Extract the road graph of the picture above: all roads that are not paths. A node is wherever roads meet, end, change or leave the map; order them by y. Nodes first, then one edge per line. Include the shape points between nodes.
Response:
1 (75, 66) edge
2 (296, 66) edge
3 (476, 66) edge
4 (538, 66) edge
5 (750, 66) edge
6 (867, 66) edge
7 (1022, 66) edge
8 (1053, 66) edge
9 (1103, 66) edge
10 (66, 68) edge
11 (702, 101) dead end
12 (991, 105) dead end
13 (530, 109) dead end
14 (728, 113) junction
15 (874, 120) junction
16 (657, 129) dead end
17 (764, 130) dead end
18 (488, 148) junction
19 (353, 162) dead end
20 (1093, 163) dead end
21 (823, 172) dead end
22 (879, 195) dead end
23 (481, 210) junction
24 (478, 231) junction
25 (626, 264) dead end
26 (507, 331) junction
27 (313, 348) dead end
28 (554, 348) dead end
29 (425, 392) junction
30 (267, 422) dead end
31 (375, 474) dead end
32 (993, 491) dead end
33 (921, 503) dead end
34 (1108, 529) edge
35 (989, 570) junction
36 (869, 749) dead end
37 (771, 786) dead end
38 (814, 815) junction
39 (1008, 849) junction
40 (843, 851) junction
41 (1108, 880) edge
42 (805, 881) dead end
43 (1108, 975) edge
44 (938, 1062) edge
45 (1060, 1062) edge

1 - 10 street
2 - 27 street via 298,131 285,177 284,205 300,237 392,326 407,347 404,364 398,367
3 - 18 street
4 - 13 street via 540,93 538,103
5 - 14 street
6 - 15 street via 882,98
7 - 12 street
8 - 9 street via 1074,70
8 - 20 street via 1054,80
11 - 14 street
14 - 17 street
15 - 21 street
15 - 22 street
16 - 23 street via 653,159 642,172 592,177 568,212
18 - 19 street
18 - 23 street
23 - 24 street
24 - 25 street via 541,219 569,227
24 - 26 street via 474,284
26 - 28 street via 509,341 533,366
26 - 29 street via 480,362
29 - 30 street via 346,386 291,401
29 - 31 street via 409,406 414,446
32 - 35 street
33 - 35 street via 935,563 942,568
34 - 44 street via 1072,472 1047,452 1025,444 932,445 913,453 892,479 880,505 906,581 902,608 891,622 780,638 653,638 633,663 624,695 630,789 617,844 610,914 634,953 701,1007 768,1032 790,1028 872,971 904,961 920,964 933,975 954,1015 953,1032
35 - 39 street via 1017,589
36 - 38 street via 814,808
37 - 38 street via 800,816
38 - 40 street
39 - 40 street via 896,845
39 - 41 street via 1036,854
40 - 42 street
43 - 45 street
● ● ● ● ● ● ●
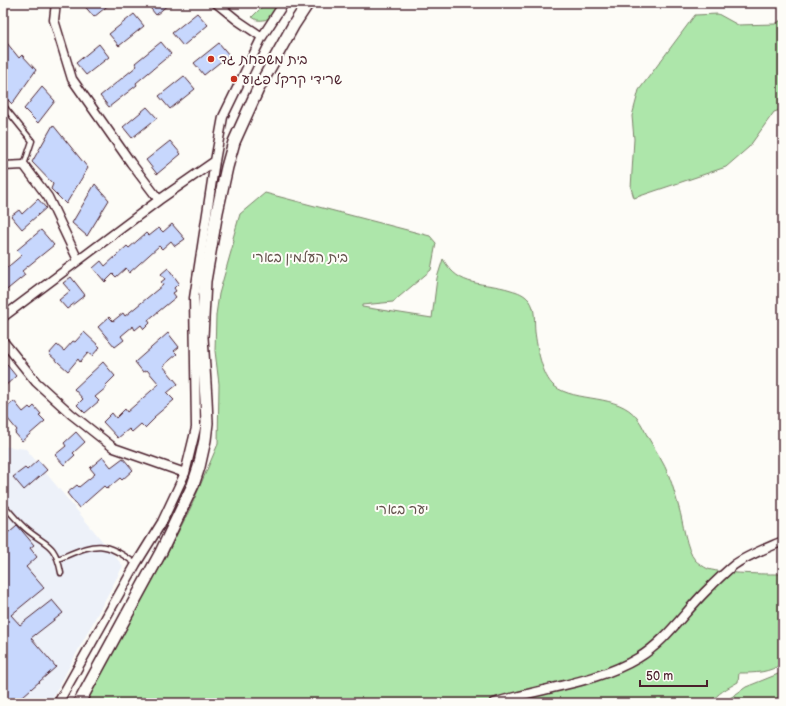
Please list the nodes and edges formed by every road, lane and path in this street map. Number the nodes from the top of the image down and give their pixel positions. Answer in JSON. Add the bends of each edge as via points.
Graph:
● ● ● ● ● ● ●
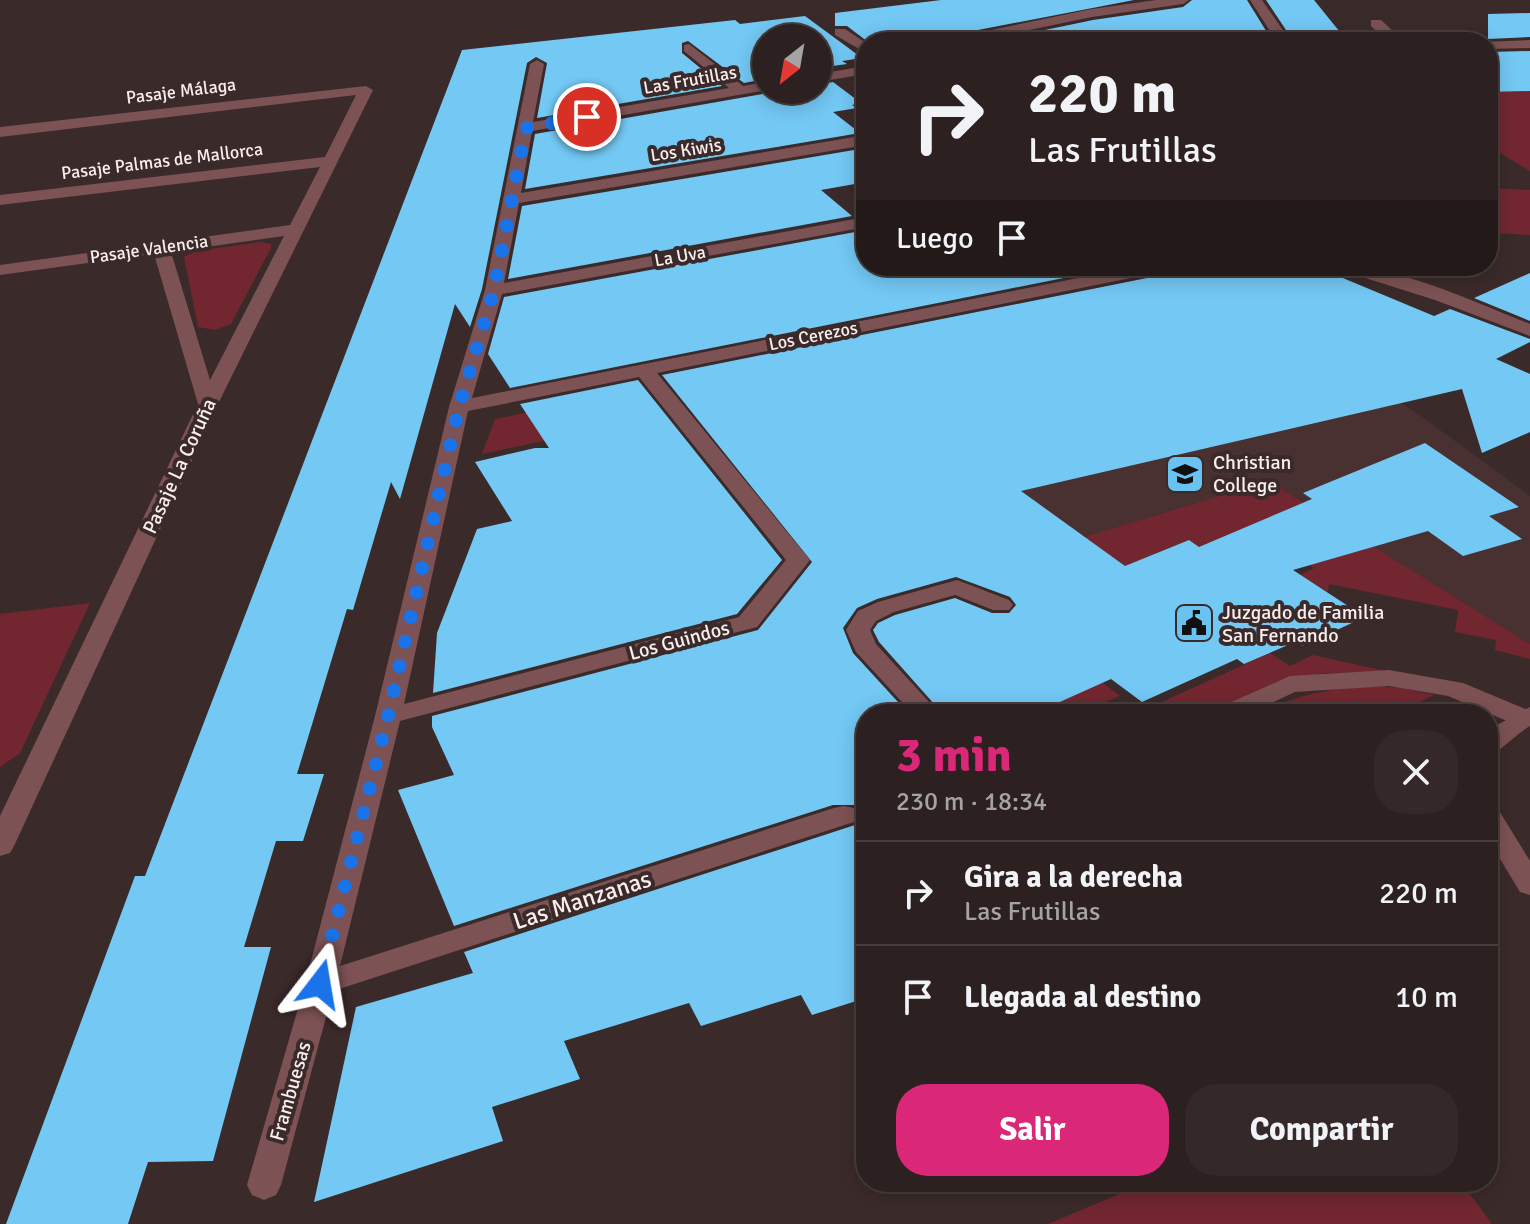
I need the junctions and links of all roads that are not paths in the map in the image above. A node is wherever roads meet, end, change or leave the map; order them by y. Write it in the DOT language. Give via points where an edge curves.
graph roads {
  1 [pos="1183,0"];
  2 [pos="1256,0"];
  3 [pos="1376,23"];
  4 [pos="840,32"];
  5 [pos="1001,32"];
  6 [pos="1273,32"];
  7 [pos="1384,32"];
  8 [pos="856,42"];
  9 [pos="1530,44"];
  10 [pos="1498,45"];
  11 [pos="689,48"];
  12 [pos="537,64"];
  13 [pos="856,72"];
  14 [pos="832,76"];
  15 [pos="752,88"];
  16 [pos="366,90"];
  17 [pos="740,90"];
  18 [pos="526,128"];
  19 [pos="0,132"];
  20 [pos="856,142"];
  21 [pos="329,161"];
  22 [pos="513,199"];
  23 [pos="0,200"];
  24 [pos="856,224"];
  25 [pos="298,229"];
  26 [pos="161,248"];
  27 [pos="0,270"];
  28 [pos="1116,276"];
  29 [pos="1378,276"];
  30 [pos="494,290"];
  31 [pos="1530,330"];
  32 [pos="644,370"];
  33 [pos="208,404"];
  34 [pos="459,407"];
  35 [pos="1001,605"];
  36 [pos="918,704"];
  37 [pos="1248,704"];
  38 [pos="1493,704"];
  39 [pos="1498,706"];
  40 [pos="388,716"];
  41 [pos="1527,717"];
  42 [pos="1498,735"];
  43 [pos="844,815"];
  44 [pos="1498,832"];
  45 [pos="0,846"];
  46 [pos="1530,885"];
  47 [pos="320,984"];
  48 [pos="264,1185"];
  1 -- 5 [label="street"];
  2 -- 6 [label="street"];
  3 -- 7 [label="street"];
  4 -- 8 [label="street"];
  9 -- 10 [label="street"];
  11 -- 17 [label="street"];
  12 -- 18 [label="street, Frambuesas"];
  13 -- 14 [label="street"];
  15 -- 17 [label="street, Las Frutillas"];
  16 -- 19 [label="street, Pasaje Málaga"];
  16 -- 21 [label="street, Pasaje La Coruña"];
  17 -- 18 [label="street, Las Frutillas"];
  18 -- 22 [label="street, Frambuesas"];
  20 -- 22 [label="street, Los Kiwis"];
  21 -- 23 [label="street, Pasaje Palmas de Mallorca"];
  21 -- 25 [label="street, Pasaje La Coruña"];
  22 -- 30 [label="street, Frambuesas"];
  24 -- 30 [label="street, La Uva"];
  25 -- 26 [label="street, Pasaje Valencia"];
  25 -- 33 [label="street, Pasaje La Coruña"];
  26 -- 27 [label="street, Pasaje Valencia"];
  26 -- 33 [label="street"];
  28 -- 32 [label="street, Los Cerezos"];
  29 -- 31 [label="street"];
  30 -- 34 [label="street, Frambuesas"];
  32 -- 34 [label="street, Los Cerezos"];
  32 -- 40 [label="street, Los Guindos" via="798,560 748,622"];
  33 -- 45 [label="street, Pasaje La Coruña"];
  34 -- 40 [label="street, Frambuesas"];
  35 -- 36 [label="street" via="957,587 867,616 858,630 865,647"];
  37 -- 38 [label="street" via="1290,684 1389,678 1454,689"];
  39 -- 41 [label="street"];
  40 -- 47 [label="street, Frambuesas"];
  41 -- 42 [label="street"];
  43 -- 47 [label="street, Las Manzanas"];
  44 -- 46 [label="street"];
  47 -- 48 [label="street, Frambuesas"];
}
● ● ● ● ● ● ●
Where does "nodes" appear in the records above? Copy every line that has it.

Result of the task:
Extract the road graph of the picture above: all roads that are not paths. A node is wherever roads meet, end, change or leave the map; order them by y. Nodes first, then one edge per line. Include the shape points between nodes.
Please list the nodes and edges formed by every road, lane and path in this street map. Number the nodes from the top of the image down and give their pixel positions. Answer in JSON. Add the bends of each edge as via points.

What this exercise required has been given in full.